(Stored data)
==============================

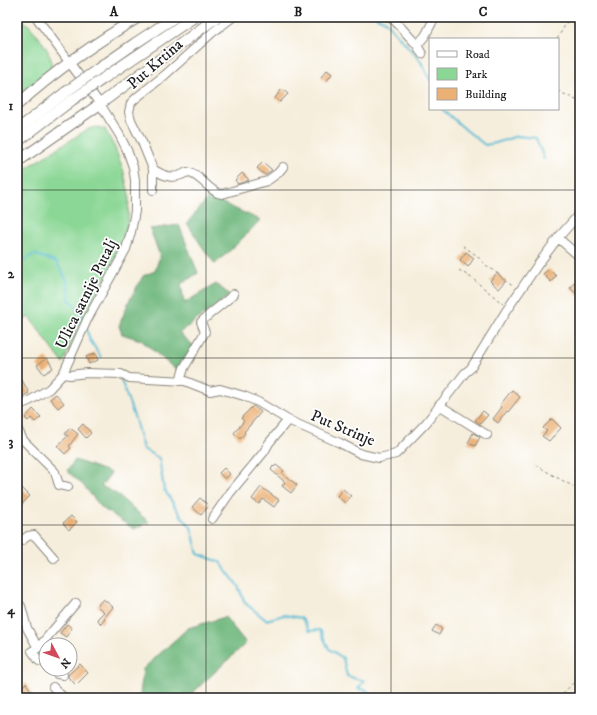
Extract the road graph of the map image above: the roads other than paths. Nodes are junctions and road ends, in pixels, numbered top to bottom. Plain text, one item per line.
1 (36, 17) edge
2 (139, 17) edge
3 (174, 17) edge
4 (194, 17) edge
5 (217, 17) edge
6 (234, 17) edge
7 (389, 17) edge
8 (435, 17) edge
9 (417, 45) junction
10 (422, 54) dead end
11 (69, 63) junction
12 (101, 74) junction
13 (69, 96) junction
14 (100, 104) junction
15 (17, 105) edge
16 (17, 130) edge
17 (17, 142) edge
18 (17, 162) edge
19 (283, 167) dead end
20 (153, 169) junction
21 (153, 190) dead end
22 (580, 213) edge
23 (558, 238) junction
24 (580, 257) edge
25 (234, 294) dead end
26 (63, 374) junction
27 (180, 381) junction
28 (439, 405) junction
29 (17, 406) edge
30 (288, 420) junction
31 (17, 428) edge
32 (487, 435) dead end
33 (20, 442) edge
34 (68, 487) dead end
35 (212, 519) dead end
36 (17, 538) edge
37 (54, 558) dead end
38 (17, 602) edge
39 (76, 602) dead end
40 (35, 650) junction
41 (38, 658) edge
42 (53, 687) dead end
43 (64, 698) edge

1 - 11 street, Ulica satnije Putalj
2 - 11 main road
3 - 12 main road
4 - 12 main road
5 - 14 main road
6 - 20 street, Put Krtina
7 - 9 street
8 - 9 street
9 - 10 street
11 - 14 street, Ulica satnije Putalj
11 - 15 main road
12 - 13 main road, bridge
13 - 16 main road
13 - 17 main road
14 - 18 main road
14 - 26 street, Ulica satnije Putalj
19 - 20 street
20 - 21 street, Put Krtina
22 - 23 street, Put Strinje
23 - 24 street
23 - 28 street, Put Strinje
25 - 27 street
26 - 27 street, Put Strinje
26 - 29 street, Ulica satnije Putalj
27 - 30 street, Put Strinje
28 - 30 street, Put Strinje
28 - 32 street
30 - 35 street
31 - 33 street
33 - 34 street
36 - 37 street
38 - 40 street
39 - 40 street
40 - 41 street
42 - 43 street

==============================

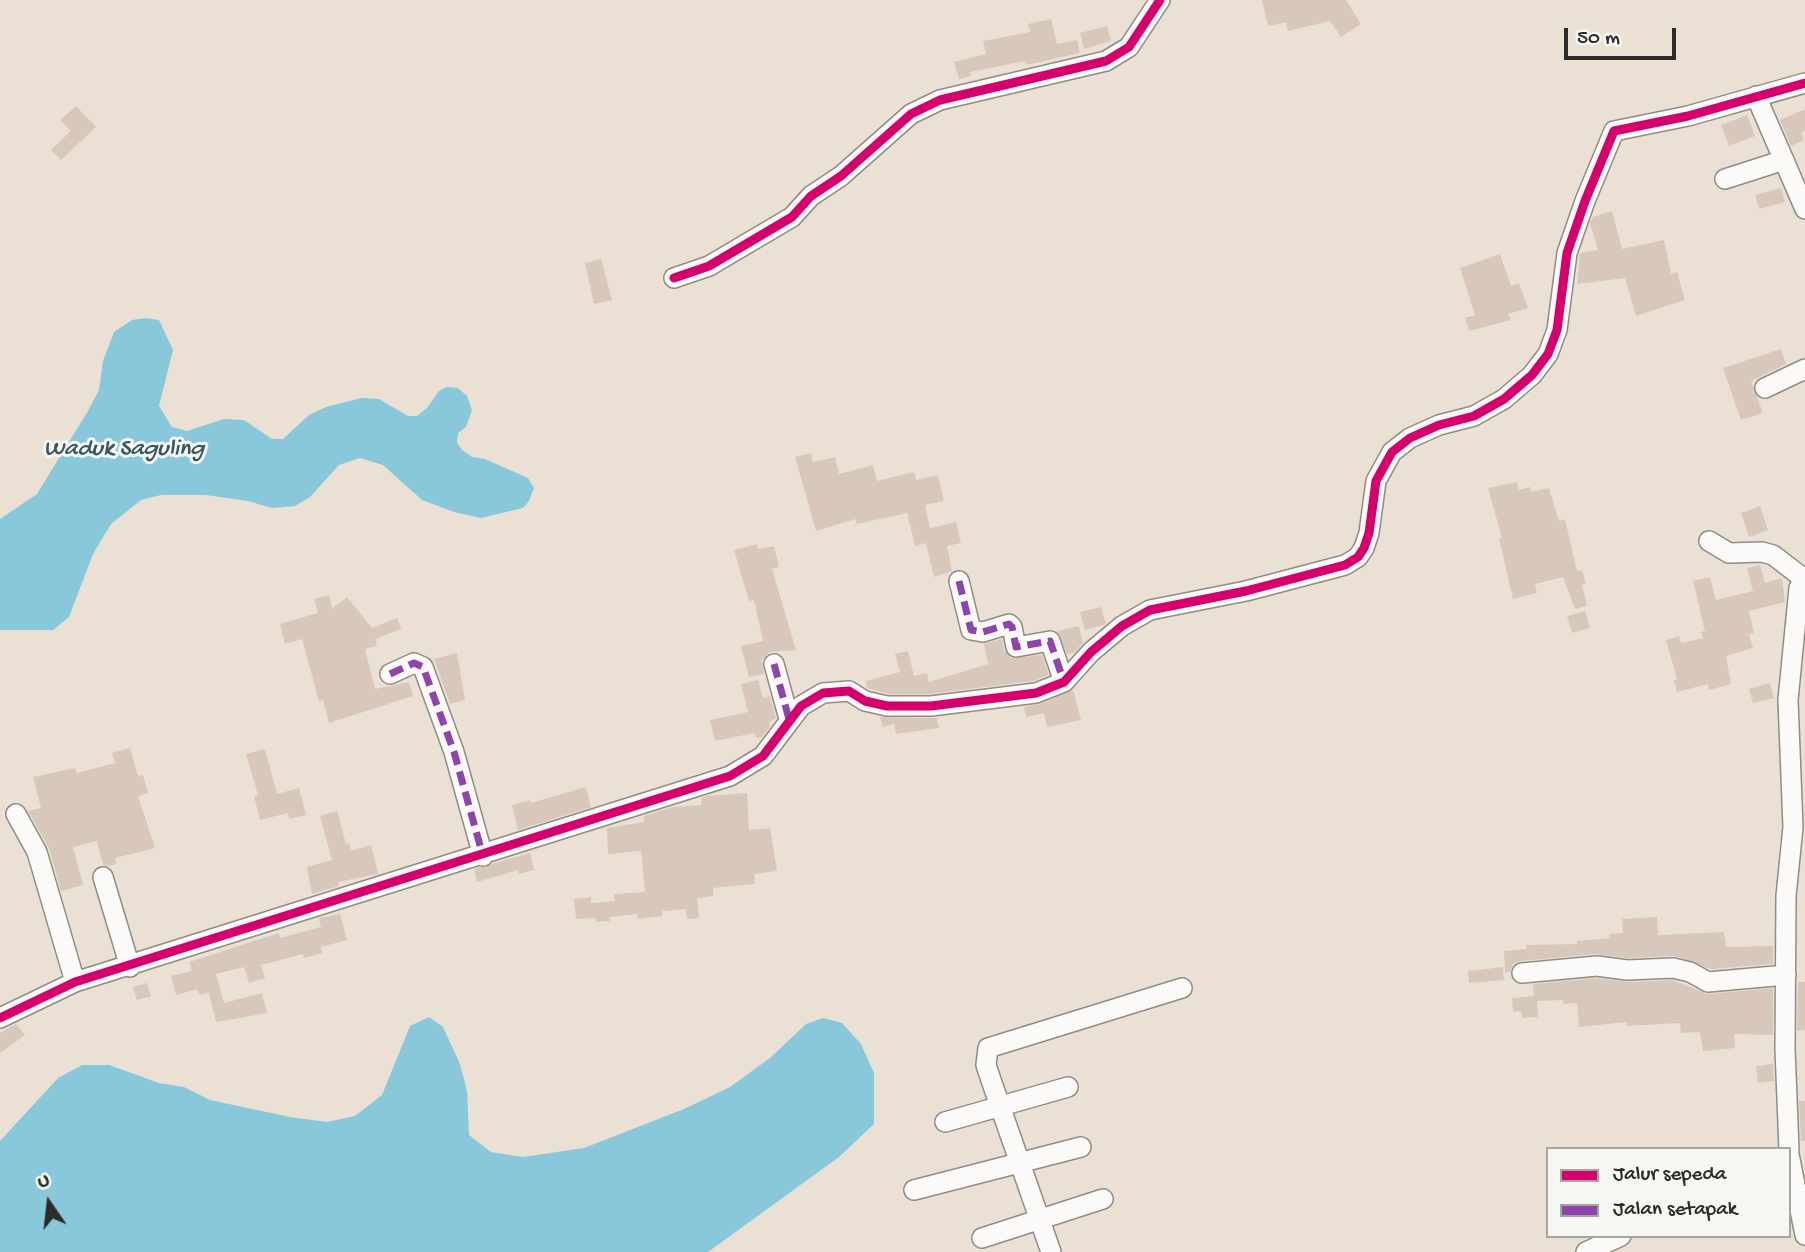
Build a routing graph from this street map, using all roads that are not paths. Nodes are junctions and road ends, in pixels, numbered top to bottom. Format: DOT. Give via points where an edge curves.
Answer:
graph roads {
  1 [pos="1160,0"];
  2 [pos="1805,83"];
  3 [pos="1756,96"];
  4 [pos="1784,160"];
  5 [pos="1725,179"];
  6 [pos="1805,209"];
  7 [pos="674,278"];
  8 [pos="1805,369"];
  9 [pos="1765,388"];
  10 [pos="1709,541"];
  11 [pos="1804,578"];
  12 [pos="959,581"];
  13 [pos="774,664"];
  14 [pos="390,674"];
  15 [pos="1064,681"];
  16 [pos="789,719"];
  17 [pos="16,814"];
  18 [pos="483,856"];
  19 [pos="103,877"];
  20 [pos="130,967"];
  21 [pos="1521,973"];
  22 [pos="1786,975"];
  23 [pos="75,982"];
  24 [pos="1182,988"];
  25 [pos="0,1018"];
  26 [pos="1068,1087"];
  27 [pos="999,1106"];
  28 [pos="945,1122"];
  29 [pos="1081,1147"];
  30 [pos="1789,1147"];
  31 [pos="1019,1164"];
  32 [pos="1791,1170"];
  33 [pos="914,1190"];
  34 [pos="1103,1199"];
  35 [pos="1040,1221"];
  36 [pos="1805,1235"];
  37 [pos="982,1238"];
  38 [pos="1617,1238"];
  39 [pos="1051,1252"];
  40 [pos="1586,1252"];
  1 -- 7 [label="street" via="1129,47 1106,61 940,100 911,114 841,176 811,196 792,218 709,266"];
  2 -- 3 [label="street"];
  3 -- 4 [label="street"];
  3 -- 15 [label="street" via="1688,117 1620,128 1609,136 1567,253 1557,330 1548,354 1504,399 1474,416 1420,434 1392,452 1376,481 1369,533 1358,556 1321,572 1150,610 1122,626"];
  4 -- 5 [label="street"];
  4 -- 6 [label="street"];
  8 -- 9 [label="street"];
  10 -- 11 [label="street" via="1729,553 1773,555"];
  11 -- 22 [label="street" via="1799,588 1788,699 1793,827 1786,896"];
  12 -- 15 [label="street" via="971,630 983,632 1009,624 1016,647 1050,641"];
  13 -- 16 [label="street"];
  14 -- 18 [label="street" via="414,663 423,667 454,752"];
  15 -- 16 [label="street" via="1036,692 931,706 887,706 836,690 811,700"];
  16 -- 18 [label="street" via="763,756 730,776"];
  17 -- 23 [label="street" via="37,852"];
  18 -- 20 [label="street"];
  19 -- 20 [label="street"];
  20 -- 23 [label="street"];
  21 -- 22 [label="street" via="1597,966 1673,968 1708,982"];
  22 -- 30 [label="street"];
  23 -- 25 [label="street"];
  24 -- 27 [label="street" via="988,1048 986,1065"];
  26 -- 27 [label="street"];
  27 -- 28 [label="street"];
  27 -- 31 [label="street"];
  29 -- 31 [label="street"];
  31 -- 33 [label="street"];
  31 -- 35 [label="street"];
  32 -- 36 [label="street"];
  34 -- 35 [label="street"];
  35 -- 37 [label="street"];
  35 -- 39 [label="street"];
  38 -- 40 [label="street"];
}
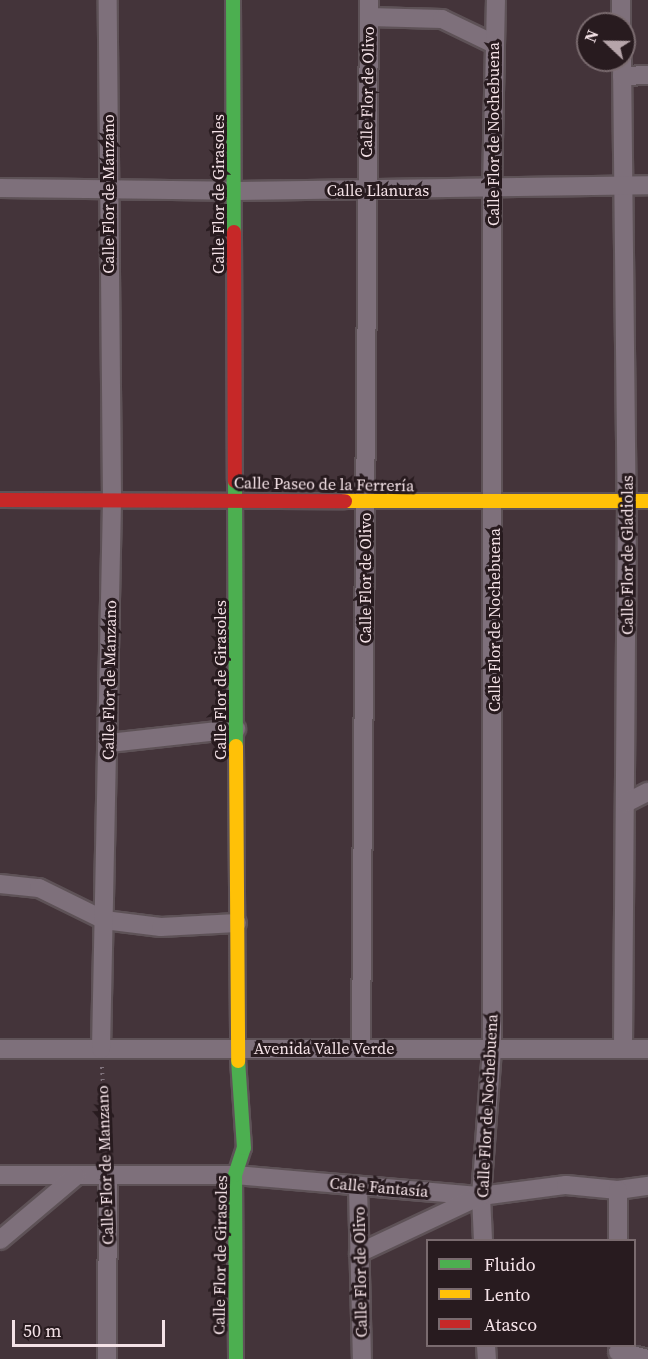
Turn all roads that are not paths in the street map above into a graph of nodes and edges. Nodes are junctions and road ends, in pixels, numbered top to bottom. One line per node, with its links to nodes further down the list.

==============================

## The task
From the entries above, select each line containing the string "that".

## Result of the task
Build a routing graph from this street map, using all roads that are not paths. Nodes are junctions and road ends, in pixels, numbered top to bottom. Format: DOT. Give via points where an edge curves.
Turn all roads that are not paths in the street map above into a graph of nodes and edges. Nodes are junctions and road ends, in pixels, numbered top to bottom. One line per node, with its links to nodes further down the list.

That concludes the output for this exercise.